The first interesting challenge with this architecture is when VSS on the Host calls the Hyper-V Writer and asks to get the metadata file at the beginning of the backup operation (metadata file is basically a blob of all the bits that you should backup) because those files do not exist yet on the other side. The workaround was to generate VHDX GUIDs at an early stage and send them to the other side in order to make sure the file names are line up.
The big change here is that the action of reverting the virtual hard disk to the data consistent VSS snapshot now takes place inside the virtual machine instead of in the host operating system as they did in Hyper-V 2008 R2 and 2012 (mount/auto-recovery). This has many benefits, one of which is that it scales excellently! It does, however, have one (minor) drawback. In order for this method to work – Hyper-V needs to be able to hot/add and remove virtual hard disks to and from the virtual machine. And this is something that is only supported on the SCSI controller (not in the IDE controller).
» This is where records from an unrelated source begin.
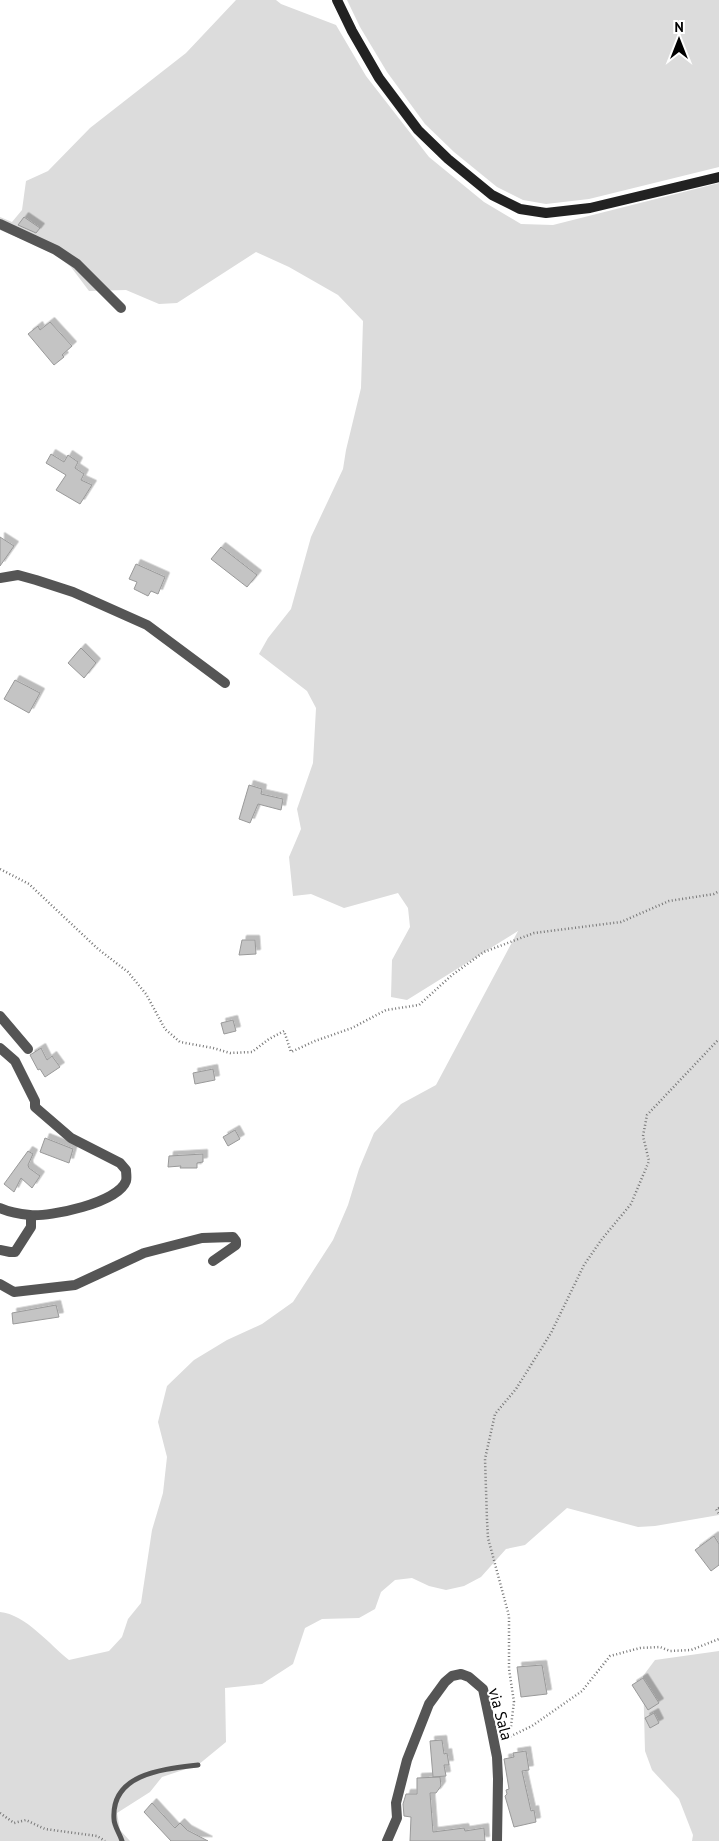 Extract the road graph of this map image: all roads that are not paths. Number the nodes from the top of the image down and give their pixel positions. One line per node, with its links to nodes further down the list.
1 (337, 0): 2 (street)
2 (719, 177)
3 (0, 224): 4 (street)
4 (121, 308)
5 (0, 578): 6 (street)
6 (225, 683)
7 (0, 1016): 9 (street)
8 (0, 1048): 11 (street)
9 (28, 1049)
10 (0, 1208): 11 (street)
11 (31, 1216): 12 (street)
12 (0, 1250)
13 (213, 1261): 14 (street)
14 (0, 1284)
15 (198, 1765): 16 (lane)
16 (122, 1841)
17 (386, 1841): 18 (street, via Sala)
18 (497, 1841)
If you have noticed when you create a virtual machine in Hyper-V Manager, in System Center Virtual Machine Manager, in Windows Admin Center, or in PowerShell, Hyper-V always created virtual machines with a SCSI controller connected (even if there were no disks attached).
However, if you have manually removed all SCSI controllers from a virtual machine – Hyper-V backup will now fail on that virtual machine, so if you have a PowerShell script that removes all SCSI controllers for Gen 1 VMs, then make sure to add at least one SCSI controller.
The second challenge is if you are running a Hyper-V Cluster with lots of Virtual Machines, in Windows Server 2012 R2 there are two particular problems, the first one is still an architecture problem of scale because in VSS architecture today there is no way to backup virtual machines without triggering a snapshot of your underlying storage!
If you consider this scenario and take 8 nodes Hyper-V Cluster that has 800 virtual machines on it, and when you trigger a backup of all VMs, then Hyper-V will generate 800 snapshots on your storage backend, so you can imagine what will happen with your storage once you start hammering them like that… The workaround was to reduce the number of backup batches that backup vendors have implemented.
The second problem that was raised is around clustering as well because we have another layer that added complexity is the Clustered Shared Volume (CSV) which involved all levels of coordination to make sure that the node that is taking the snapshot is the owner node of that CSV and can do all the coordination around that. Therefore Microsoft released a lot of hotfixes for Windows Server 2012 R2-based failover clusters to make this possible.
Evolving Hyper-V Backup
In Windows Server 2016 Hyper-V and later releases, the architecture is completely changed, Microsoft made pretty significant changes to the backup architecture.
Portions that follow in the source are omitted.